Russia tells US to evacuate its diplomats and citizens from Kyiv
Published in News & Features
Russian Foreign Minister Sergei Lavrov advised U.S. Secretary of State Marco Rubio to evacuate U.S. citizens and diplomats from Kyiv as the Kremlin plans to continue heavy strikes on the Ukrainian capital, the Foreign Ministry in Moscow said.
Lavrov called his U.S. counterpart at the request of President Vladimir Putin to tell him that Russia is launching systematic and consistent strikes against facilities in Kyiv as well as relevant “decision-making centers,” according to the statement published late Monday.
The State Department said the two men spoke at Lavrov’s request. “The parties exchanged views on the Russia-Ukraine war, bilateral relations, and the situation in Iran,” department spokesman Tommy Pigott said.
In an earlier statement on Monday, the Kremlin urged all foreign nationals, including staff of diplomatic missions and representatives of international organizations, to leave Kyiv as soon as possible and advised residents of the Ukrainian capital to stay away from military and administrative infrastructure.
European Union ambassador to Kyiv Katarina Mathernova dismissed Russia’s warning as “a sign of desperation” and said western diplomats were not planning to relocate. “The E.U. is not going anywhere. We are staying in Kyiv,” she wrote in a Facebook post.
Russia has bombed Ukrainian cities including Kyiv regularly since Putin ordered the February 2022 full-scale invasion. On Sunday, Ukraine came under a massive Russian drone and missile barrage that included an Oreshnik ballistic missile, in what Moscow framed as retaliation for a Ukrainian drone attack on a college in the Russia-occupied Luhansk region that killed 21 students.

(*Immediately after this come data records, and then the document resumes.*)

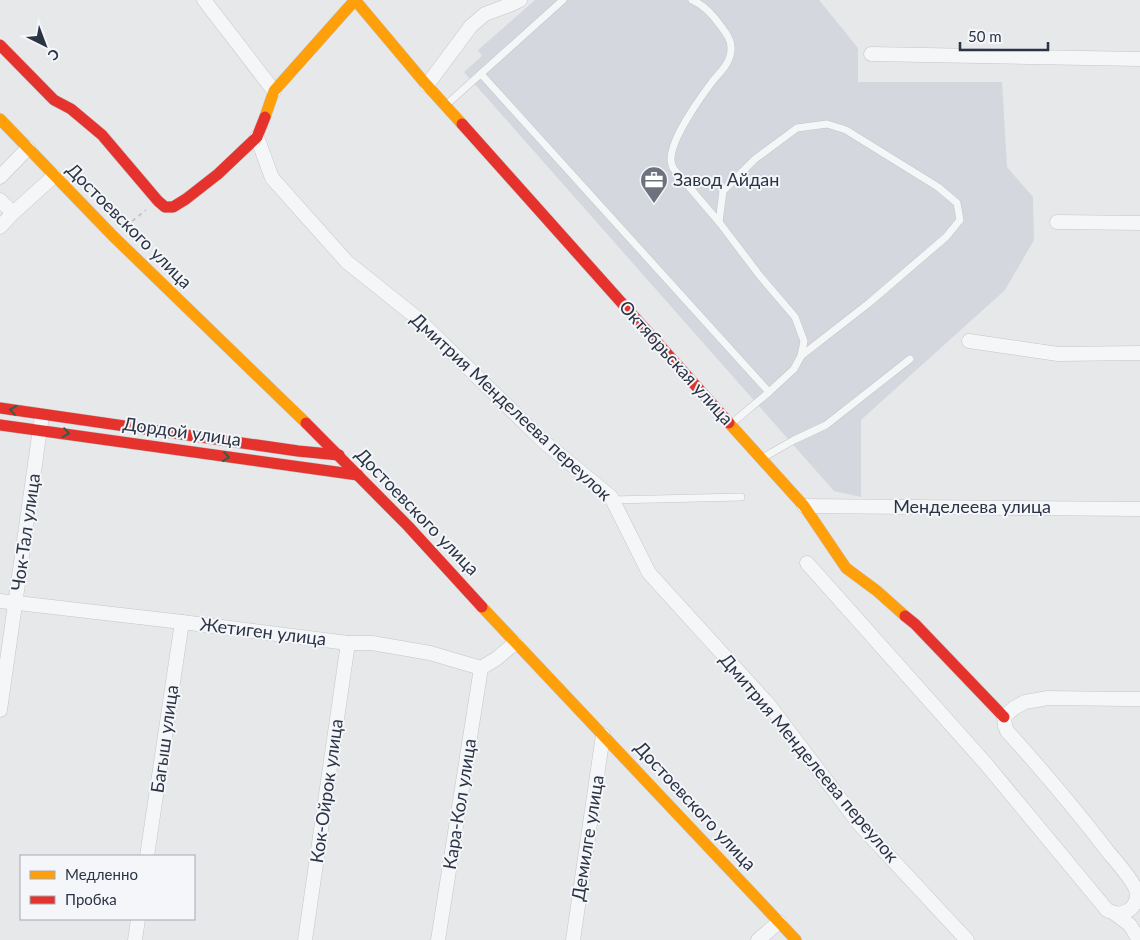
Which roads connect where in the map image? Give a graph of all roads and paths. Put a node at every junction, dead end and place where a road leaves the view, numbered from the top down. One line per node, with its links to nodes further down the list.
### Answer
1 (204, 0): 11 (street)
2 (355, 0): 10 (street, Октябрьская улица); 11 (street)
3 (520, 0): 10 (street)
4 (563, 0): 9 (lane)
5 (692, 0): 21 (lane)
6 (0, 45): 19 (street)
7 (871, 54): 8 (street)
8 (1140, 60)
9 (481, 74): 12 (lane); 30 (lane)
10 (427, 85): 12 (street, Октябрьская улица)
11 (274, 91): 14 (street)
12 (446, 106): 34 (street, Октябрьская улица)
13 (0, 119): 15 (street, Достоевского улица)
14 (257, 137): 19 (street); 43 (street, Дмитрия Менделеева переулок)
15 (28, 148): 16 (street, Достоевского улица); 17 (street)
16 (54, 176): 20 (street); 25 (street, Достоевского улица)
17 (0, 177)
18 (0, 200): 20 (street)
19 (158, 201): 25 (path)
20 (13, 213): 24 (street)
21 (719, 222): 28 (lane); 28 (lane)
22 (1057, 222): 23 (street)
23 (1140, 223)
24 (0, 227)
25 (113, 236): 35 (street, Достоевского улица)
26 (969, 341): 27 (street)
27 (1140, 353)
28 (801, 356): 30 (lane)
29 (910, 359): 39 (lane)
30 (770, 392): 34 (lane)
31 (0, 408): 32 (street, Дордой улица, one-way to 31)
32 (43, 414): 36 (street, Чок-Тал улица); 37 (street, Дордой улица)
33 (0, 424): 36 (street, Дордой улица)
34 (731, 424): 39 (street, Октябрьская улица)
35 (308, 425): 37 (street); 38 (street, Достоевского улица)
36 (40, 430): 40 (street, Дордой улица, one-way to 40); 48 (street, Чок-Тал улица)
37 (298, 451): 38 (street, Дордой улица)
38 (339, 455): 40 (street); 41 (street, Достоевского улица)
39 (762, 458): 44 (street, Октябрьская улица)
40 (323, 471): 41 (street, Дордой улица)
41 (358, 475): 51 (street, Достоевского улица)
42 (741, 497): 43 (lane)
43 (612, 500): 67 (street, Дмитрия Менделеева переулок)
44 (804, 506): 45 (street, Менделеева улица); 55 (street, Октябрьская улица)
45 (1140, 509)
46 (807, 563): 58 (street)
47 (0, 600): 48 (street, Жетиген улица)
48 (16, 603): 49 (street, Жетиген улица); 54 (street, Чок-Тал улица)
49 (182, 622): 50 (street, Жетиген улица); 57 (street, Багыш улица)
50 (348, 643): 52 (street, Жетиген улица); 62 (street, Кок-Ойрок улица)
51 (515, 643): 52 (street); 56 (street, Достоевского улица)
52 (481, 668): 63 (street, Кара-Кол улица)
53 (1140, 698): 55 (street)
54 (0, 710)
55 (1004, 717): 58 (street)
56 (603, 735): 60 (street, Достоевского улица); 64 (street, Демилге улица)
57 (148, 855)
58 (1114, 913): 68 (street)
59 (138, 920): 61 (street)
60 (779, 922): 65 (street); 66 (street, Достоевского улица)
61 (135, 940)
62 (305, 940)
63 (438, 940)
64 (573, 940)
65 (758, 940)
66 (796, 940)
67 (967, 940)
68 (1139, 940)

Ukraine’s General Staff said its forces hit the headquarters of a Russian drone unit operating in Starobilsk and it rejected Putin’s allegation that civilian facilities were hit.
Russia’s threats to Kyiv aren’t anything new given the constant strikes against the capital throughout the war, Ukrainian Foreign Ministry spokesman Heorhiy Tykhyi said on X on Monday.
On the call with Rubio, Lavrov also accused Europe and Ukraine of undermining agreements that Putin reached with U.S. President Donald Trump during the 2025 summit in Alaska, according to the Russian Foreign Ministry. The two men also discussed the crisis in the Strait of Hormuz and the situation surrounding Cuba, it said.
Trump returned to the White House in January last year pledging to bring a rapid end to Europe’s worst conflict since World War II. More than 16 months of diplomacy have failed to reach a breakthrough.
As Bloomberg has reported, the U.S. had said it would push for Ukraine to relinquish the eastern Donbas region consisting of Donetsk and neighboring Luhansk provinces, if Moscow agreed to freeze the conflict along existing lines and drop claims to Ukrainian-controlled parts of Zaporizhzhia and Kherson regions.
All those regions are internationally recognized as Ukraine’s sovereign territory. Ukraine has rejected calls to surrender territory in Donetsk that Russia has failed to conquer in fighting dating back to 2014.
Rubio has recently spoken very pessimistically about prospects to reach a deal to end the war in Ukraine any time soon.
“There doesn’t appear to be anybody else in the world right now that can handle it,” he told reporters on May 22. “So we’re more than happy to do that if the opportunity presents itself to have constructive and productive talks. We’re also not interested in getting involved in an endless cycle of meetings that lead to nothing.”